Day and Crain’s (1992) research shows that traits are very important factors in the overall perceptions leaders hold of members. Such traits are thought of as instruments of impressions about productivity, social acceptance, employee turnover, etc. Favorable and unfavorable characteristics are subjectively considered. However, two predictable elements of leader’s assumptions of quality relations are 1) member’s skills; and 2) leader’s personal favoring of the of members (Day, & Crain, 1992).
Studies by Glasø and Einarsen (2008) observe the expression of emotions within the context of LMX environments. They report that leadership is a highly involved process of emotional exchanges –many of which are not genuinely felt. Notably, a large number of leaders make a distinction between “suppressed” and “faked” emotions. Suppression is regarded as a quality to the application of LMX; whereas faking is perceived as dishonest. More than 97% of surveyed leaders report that they suppress emotions, and in spite of the dishonest opinion, more than 94% report faking them. The most common suppressed emotions are described as negative (frustration, disappointment, etc.), while the most common faked are described as positive (interest, enthusiasm, etc.). It follows that members selected for leadership positions also share a commonality for natural emotional regulation abilities above those not selected as leadership penitential. Contrastingly, once appointed to higher levels of status, leaders are then afforded more room for negative emotional expression, which ironically is often perceived by members as competence (Glasø, & Einarsen, 2008). This obviously leads to perceptions of unjust or unequal circumstances in the work environment.
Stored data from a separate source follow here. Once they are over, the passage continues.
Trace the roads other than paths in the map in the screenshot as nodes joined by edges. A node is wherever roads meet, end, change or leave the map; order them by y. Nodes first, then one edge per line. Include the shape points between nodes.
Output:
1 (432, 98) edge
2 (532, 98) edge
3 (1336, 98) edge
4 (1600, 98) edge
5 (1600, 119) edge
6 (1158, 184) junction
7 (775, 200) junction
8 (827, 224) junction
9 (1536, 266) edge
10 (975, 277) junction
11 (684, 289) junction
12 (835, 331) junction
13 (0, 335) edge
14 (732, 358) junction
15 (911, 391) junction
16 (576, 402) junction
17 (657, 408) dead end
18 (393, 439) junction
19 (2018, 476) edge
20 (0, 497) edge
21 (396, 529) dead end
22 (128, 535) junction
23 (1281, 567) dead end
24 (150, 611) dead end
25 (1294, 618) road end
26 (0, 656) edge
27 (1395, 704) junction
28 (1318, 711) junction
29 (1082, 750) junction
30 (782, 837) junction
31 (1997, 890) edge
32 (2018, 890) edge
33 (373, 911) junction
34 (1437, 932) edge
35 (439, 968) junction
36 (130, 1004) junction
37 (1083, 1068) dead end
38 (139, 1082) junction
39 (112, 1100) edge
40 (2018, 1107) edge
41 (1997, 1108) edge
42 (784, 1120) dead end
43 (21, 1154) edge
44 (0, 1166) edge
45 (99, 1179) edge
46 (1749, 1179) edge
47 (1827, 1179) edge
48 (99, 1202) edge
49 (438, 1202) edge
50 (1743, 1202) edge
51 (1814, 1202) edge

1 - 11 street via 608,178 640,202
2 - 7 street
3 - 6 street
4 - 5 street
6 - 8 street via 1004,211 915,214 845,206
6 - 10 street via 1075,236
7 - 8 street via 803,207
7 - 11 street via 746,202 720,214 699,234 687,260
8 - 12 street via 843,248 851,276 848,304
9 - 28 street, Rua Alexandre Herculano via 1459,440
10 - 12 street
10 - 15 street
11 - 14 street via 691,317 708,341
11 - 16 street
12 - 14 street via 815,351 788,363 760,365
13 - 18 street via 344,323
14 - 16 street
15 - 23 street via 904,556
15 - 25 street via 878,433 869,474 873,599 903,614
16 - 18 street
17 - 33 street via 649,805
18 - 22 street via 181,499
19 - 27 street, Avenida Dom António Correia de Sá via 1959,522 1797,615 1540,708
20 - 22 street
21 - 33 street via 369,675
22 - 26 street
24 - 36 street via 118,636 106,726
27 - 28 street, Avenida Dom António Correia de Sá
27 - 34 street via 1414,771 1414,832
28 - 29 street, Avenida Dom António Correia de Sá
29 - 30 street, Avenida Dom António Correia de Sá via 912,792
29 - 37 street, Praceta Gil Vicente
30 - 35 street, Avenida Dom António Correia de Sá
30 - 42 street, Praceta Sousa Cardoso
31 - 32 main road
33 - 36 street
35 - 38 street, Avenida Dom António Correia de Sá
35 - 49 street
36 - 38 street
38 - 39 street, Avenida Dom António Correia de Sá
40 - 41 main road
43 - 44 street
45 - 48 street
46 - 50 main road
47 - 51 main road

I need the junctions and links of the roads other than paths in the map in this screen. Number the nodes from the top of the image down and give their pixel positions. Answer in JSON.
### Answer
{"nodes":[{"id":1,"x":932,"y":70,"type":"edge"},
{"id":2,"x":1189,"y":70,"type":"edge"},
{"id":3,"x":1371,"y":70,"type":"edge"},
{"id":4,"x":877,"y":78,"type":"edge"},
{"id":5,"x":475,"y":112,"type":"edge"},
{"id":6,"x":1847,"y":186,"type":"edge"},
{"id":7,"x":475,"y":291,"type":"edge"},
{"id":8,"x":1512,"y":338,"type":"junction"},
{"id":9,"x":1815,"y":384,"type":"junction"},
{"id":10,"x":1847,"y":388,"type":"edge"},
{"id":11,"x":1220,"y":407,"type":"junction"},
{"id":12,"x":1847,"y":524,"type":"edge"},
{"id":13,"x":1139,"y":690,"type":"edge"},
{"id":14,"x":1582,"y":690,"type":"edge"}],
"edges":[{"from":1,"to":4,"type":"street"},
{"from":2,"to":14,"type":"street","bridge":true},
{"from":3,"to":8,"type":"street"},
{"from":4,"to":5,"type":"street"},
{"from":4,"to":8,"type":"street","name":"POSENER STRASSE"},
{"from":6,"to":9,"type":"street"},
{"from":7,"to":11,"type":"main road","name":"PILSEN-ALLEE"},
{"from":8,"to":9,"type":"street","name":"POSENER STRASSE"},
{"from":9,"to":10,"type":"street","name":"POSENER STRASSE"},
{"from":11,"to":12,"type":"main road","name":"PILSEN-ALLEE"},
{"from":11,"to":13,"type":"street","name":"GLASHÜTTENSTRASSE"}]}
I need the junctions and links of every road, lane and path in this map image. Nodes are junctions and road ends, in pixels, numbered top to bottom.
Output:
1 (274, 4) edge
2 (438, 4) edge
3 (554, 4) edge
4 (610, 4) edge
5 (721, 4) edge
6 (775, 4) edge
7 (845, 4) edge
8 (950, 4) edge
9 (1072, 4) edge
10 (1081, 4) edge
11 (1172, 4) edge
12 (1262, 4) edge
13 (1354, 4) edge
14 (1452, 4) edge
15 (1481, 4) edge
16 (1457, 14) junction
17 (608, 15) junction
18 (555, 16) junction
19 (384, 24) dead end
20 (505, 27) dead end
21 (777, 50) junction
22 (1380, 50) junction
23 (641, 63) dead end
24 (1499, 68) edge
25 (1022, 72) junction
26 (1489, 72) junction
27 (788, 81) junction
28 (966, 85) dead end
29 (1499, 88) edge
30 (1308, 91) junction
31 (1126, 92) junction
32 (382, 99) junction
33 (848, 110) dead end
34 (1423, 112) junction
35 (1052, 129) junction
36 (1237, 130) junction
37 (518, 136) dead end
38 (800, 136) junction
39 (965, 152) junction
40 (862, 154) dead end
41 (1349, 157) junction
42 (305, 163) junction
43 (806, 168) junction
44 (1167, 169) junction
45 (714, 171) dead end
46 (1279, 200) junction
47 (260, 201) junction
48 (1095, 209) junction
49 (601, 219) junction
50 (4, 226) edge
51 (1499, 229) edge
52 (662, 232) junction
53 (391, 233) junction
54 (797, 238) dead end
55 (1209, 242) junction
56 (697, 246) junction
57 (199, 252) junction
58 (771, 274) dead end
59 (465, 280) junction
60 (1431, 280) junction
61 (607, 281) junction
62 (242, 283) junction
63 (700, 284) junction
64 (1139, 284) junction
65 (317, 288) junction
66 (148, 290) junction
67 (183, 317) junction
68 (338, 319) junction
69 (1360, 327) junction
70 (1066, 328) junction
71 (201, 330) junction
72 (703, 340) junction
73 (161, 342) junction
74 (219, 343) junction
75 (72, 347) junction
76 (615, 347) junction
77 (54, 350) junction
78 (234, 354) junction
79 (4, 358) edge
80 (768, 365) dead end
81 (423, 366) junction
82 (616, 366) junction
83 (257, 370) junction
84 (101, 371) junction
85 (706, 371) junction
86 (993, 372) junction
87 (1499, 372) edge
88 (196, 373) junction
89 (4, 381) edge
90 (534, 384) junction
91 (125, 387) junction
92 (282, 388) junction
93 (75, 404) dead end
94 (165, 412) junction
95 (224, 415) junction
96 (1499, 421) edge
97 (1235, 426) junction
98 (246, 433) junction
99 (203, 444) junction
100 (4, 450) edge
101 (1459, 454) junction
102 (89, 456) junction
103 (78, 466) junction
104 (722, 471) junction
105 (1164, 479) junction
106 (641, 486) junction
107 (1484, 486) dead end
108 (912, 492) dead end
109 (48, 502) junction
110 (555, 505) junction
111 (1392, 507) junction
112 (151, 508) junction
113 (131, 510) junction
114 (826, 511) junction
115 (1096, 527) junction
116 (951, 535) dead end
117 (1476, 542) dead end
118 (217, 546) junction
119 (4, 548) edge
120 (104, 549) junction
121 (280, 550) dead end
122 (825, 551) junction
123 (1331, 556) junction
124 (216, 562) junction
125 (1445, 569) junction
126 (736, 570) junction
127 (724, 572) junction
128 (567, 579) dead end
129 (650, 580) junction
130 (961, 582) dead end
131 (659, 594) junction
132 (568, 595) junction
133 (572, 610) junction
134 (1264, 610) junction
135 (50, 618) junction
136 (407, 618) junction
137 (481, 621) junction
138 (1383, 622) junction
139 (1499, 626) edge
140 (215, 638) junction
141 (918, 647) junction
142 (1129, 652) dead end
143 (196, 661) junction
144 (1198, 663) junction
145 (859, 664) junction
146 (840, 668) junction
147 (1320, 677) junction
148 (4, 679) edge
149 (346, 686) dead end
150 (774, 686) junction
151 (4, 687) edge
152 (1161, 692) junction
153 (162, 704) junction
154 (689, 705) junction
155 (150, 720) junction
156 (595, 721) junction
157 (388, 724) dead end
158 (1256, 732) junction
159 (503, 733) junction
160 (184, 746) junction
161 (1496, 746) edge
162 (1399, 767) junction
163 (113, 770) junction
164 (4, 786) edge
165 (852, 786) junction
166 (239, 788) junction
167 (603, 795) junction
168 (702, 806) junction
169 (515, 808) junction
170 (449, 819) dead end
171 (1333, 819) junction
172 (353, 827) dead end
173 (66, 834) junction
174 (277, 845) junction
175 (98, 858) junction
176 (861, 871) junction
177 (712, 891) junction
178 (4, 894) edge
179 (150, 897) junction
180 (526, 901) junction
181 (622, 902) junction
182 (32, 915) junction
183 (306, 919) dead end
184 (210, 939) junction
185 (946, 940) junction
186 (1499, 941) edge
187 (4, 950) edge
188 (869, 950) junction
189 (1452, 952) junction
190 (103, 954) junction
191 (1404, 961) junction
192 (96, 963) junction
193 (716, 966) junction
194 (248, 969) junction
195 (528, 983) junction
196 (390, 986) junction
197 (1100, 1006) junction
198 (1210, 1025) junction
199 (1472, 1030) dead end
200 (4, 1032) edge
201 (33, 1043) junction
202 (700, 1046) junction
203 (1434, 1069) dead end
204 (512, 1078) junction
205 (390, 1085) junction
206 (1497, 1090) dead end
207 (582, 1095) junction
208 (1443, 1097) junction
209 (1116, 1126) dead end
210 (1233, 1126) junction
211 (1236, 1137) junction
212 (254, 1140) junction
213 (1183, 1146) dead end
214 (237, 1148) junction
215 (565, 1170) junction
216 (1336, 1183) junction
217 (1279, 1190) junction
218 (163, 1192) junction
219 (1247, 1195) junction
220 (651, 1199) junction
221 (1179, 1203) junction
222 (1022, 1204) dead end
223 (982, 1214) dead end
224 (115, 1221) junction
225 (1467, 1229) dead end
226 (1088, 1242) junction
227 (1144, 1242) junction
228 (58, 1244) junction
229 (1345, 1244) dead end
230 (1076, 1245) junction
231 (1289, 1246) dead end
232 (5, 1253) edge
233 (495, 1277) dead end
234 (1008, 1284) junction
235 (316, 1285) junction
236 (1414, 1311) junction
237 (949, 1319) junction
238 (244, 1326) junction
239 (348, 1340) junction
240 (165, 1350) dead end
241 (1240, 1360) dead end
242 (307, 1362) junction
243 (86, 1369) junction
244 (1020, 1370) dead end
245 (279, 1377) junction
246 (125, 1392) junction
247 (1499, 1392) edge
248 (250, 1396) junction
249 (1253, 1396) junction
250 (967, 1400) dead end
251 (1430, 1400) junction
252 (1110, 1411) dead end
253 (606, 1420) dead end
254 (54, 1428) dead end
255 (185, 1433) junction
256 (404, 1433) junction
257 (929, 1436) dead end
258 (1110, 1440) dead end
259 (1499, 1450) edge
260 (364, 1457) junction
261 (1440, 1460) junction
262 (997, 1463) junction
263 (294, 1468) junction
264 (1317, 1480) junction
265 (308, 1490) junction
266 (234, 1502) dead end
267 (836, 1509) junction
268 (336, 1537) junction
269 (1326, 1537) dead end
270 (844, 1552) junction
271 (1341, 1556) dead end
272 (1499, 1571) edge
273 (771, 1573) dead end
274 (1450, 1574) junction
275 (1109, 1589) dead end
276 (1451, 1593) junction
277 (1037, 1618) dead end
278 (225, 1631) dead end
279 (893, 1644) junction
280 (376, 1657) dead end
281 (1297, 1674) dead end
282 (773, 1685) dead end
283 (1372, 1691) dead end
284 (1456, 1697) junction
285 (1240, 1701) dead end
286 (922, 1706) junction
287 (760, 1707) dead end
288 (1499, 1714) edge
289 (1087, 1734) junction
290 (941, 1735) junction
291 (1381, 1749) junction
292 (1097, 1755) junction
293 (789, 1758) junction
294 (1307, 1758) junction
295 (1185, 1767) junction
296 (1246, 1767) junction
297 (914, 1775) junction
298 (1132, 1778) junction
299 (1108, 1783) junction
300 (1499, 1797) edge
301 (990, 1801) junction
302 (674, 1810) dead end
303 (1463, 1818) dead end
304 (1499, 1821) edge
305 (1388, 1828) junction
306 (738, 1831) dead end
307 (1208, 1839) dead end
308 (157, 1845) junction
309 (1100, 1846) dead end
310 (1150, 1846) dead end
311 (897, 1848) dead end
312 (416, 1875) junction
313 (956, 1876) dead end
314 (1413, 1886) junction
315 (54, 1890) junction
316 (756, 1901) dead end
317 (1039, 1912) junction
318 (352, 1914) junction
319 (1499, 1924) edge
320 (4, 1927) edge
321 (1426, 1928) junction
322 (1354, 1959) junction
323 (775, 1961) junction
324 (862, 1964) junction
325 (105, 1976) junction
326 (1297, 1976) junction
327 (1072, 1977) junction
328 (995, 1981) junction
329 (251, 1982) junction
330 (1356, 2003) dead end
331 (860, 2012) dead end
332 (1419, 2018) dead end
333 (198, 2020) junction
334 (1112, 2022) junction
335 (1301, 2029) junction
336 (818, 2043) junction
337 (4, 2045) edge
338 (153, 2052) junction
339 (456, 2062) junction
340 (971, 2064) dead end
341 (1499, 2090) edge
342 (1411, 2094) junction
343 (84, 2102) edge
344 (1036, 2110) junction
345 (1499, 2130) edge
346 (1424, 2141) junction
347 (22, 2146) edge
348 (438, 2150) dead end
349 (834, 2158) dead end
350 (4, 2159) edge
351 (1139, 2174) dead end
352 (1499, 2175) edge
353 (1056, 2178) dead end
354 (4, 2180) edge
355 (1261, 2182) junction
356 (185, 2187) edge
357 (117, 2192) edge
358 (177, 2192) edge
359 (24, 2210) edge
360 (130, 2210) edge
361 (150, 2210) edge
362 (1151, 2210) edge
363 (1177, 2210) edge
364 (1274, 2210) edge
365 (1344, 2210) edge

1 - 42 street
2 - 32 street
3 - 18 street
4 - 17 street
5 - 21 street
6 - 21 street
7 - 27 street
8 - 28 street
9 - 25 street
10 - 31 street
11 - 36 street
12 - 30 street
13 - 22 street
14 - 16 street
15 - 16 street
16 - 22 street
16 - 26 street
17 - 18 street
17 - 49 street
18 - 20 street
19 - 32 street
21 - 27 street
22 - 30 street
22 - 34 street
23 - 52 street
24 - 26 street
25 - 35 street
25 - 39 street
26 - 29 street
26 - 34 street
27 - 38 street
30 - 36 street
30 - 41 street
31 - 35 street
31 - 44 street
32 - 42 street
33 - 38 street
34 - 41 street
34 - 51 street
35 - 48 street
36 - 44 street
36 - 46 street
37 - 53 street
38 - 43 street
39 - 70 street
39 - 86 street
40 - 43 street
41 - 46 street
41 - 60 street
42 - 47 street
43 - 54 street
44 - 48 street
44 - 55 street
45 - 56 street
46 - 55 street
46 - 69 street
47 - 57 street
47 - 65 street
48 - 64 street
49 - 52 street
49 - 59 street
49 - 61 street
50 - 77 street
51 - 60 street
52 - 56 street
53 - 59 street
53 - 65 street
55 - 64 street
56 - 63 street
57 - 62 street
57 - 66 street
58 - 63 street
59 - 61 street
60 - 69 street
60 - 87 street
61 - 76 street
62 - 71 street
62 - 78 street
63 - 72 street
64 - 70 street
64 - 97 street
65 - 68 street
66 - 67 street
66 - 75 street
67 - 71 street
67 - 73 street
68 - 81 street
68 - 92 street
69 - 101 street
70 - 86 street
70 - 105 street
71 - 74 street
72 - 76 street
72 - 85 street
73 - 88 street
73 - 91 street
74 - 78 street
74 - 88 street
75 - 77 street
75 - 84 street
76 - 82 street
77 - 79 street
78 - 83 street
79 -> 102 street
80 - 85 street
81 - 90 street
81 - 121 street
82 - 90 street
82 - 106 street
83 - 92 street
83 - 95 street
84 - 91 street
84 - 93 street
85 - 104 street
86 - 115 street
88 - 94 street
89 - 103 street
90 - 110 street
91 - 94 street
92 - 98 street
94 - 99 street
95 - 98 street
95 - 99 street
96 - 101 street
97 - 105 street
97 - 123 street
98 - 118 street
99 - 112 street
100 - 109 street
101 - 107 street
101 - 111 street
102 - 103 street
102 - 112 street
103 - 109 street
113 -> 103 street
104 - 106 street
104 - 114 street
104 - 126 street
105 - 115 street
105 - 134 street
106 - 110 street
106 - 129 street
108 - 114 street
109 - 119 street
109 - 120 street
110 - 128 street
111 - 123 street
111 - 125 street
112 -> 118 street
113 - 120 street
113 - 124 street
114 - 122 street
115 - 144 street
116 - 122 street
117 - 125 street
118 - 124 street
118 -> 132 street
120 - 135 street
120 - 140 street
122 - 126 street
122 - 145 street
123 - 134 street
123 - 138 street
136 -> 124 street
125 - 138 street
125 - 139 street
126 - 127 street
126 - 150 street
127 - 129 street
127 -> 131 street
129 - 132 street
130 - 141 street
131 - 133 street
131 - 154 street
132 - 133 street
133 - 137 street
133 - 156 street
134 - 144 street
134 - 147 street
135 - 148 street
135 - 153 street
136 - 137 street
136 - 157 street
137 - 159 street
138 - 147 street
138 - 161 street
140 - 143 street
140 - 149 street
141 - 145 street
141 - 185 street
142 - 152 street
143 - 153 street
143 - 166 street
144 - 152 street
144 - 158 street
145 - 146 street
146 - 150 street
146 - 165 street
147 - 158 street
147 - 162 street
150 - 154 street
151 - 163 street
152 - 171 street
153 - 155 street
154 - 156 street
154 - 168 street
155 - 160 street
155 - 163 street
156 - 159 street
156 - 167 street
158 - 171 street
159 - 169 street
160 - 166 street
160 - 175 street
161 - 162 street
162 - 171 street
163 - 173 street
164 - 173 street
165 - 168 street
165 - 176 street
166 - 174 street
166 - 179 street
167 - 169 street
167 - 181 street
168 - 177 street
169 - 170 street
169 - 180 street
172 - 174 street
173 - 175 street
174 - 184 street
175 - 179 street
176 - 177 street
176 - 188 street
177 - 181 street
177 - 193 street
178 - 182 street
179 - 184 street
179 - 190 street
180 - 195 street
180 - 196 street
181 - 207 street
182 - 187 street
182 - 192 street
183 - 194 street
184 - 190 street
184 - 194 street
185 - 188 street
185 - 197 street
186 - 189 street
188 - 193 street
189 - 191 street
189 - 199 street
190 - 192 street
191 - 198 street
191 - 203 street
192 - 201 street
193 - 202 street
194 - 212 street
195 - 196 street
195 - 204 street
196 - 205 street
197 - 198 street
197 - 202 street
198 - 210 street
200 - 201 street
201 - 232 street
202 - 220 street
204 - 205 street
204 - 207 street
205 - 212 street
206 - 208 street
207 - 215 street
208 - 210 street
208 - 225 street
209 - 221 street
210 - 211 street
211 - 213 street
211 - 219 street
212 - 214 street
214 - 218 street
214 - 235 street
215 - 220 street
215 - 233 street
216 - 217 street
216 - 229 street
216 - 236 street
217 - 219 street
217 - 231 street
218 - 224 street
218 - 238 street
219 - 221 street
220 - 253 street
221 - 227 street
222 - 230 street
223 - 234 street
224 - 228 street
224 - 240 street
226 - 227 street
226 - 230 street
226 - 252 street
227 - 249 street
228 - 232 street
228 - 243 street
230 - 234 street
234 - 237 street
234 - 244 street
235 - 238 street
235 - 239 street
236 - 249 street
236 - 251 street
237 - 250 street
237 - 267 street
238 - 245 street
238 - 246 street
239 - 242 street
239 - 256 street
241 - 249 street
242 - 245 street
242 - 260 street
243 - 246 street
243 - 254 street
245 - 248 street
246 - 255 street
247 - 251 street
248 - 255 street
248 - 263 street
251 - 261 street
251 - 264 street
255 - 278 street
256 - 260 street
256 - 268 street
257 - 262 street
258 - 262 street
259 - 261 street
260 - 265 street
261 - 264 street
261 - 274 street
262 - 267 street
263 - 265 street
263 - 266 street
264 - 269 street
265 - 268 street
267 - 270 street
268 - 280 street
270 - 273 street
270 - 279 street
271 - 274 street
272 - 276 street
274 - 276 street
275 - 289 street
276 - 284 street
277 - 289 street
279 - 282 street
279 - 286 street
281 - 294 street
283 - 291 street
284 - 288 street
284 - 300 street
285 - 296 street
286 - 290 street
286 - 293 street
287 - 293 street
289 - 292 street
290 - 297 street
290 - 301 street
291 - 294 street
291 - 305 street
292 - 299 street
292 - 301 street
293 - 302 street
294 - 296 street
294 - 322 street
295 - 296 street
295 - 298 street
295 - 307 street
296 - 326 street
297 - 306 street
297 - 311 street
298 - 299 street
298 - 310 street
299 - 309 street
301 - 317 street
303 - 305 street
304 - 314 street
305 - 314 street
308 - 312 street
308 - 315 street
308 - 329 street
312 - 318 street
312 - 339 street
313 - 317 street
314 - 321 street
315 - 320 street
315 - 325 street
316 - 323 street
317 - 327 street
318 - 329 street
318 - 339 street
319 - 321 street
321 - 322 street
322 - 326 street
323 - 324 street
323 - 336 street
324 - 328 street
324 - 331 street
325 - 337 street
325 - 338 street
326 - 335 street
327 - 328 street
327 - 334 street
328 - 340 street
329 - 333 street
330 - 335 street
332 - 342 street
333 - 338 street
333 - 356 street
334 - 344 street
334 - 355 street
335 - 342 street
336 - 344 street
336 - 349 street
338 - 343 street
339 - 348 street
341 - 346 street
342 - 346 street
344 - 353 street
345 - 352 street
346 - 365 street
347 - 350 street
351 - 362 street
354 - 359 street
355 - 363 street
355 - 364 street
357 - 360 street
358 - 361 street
Piccolo, Bardes, and Judge (2008) report that employees’ attitudes about job satisfaction, commitment, fatigue, and intentions regarding separation are all affected by perceptions of fairness in matters of procedure, distributions, and treatment. Organizational justice is typically viewed through the lenses of procedural and interpersonal transactions with leaders. Procedural judgments are formed around perceived fairness in the enforcement of policies, and interpersonal judgments are formed by interpretations of direct interactions with leaders. It follows that productive outcomes flourish in environments of equability. The key component is that leadership holds the trust of their high quality members. Where trust is low, studies show that even fair conditions have little or no affect on employee cooperation. However when trusted, employees are more likely to dismiss, justify, or at least minimize perceived negative circumstances because of their relationships with leadership. “Exceptional leaders—in terms of their confidence, charisma, and leadership style—motivate followers to focus on aspects of procedural and interpersonal fairness…thus enhancing the utility of organizational justice” (Piccolo, Bardes, & Judge, p. 280, 2008).
Deluga (1994) identifies trust as the essential element of employee satisfaction, productivity, and leadership effectiveness. Of course it follows that perceptions of an unfair professional climate is the leading cause of suspicion and loss of trust in leadership. This outcome aligns with equity theory which predicts that employees will give back to organizations the proportion that they believe they are rewarded. Low quality leadership exchanges are directly related to losses of morale and declined productivity. However, high quality relationships result in employees feeling an obligation to return high quality labor. Therefore, in spite of LMX outcomes of in and out crowds, leadership should do everything possible to sell the idea that all employees are treated equally. Additional trust building actions
Are “supervisor availability, competence, consistency, discreetness, fairness, integrity, loyalty, openness, promise fulfillment, receptivity and overall trust” (Deluga, p. 317, 1994).
Wilson, Sin, and Conlon (2010) provide research to the LMX school of thought considering the perspective of leaders’ transactions that result in their benefit from member resources. They demonstrate that managers establish relationships with members through the allocation and reception of resources. Leaders control resources valuable to members in the ability to assign preferred assignments, supply information, favorable recommendations, friendship, etc. Members have resources valuable to leaders in greater commitment to organizational goals, personal loyalty to leaders, volunteering of time, etc. In turn, a more concrete list shows that both leaders and members can reward each other with status, affiliation (love), service, information, goods, and money. (While money is a reasonable reward, it seems to be one of the least useful because the amount exchanged sends the message of also being the value of the recipient.) Status comes from leadership in the form of preferred parking, unofficial authority, etc. and members provide it in terms of admiration and validation. Affiliation is typically expressed by leadership in the form of encouraging words, while members express it through loyalty. Leaders provide service by special favors and members by citizenship. Information is a resource when leadership develops mentoring relationships, and members allocate “grapevine” talk upward. Goods are typically office furnishings controlled by leadership, and members also provide them with personal gifts. Lastly, money is supplied to members in the form of bonuses and raises, while it is supplied by members in the form of productivity that impacts leaders pay. The essence of LMX is the proper utilization of these rewards to facilitate high quality relationships that produce high quality exchanges and results in the work environment (Wilson, Sin, & Conlon, 2010).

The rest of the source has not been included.